We've been trying out Atlas across our business and encountered the same issue. We had to shift our perspective a bit. Here is the approach we're using:

 

When will it be done?

Project owners are asked to provide an update based on when the project will fulfil all the success criteria outlined in the "What will success look like" section. This update is based on the information available and their understanding of the project's progress at that moment.

This estimation serves multiple purposes. First, as the work progresses, we can utilize these estimates to establish a more realistic deadline for the project. Second, significant variations in these estimates may indicate the need for intervention, such as holding an alignment meeting or ensuring consistency in resource allocation. Lastly, if different individuals offer conflicting opinions on the deadline, it signals the potential requirement for realignment.

In summary, this approach to this question helps us gauge progress, identify areas requiring attention, and ensure alignment among stakeholders.

What is the current status?

On track - means work is progressing as expected.

At risk - This implies that we have encountered obstacles or potentially problematic scenarios that can escalate into more significant issues.

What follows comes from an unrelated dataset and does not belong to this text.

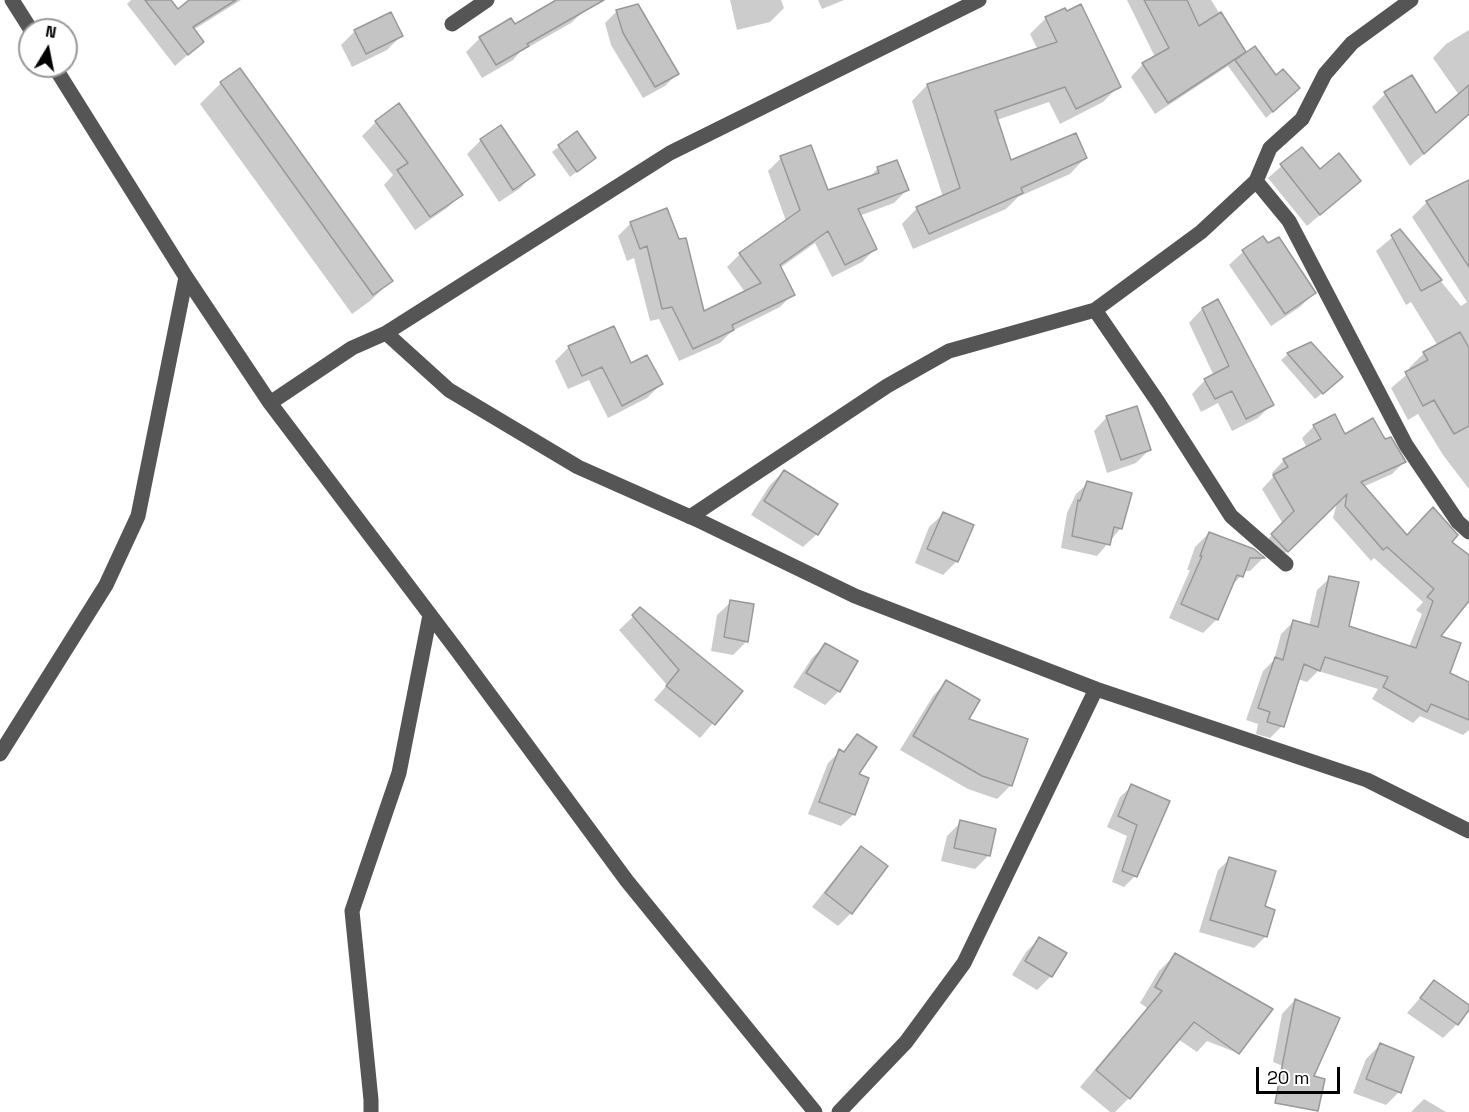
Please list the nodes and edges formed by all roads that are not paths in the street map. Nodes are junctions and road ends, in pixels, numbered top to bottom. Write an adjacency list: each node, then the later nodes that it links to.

Off track - We face significant obstacles that could prevent us from delivering the project on time unless we reconsider the scope or take steps to overcome these challenges.

 

Update body

Here, rather than discussing the project as a whole, we're specifically interested in hearing about the progress of the tasks currently being worked on. For instance, if we've agreed on tasks for the next month, the update should mainly highlight how those tasks are coming along and if any support is needed. The aim is to focus on the current tasks and their progress rather than the broader project timeline and risks.

1 vote
Sing Chen June 13, 2023

Hi @Ole Tobias Bird , @Diogo Teles  I would love to hear some specifics (obviously without sharing confidential or sensitive information). We are very 'tight' in our definition of a project and it must always have an end date - even if it's aspirational.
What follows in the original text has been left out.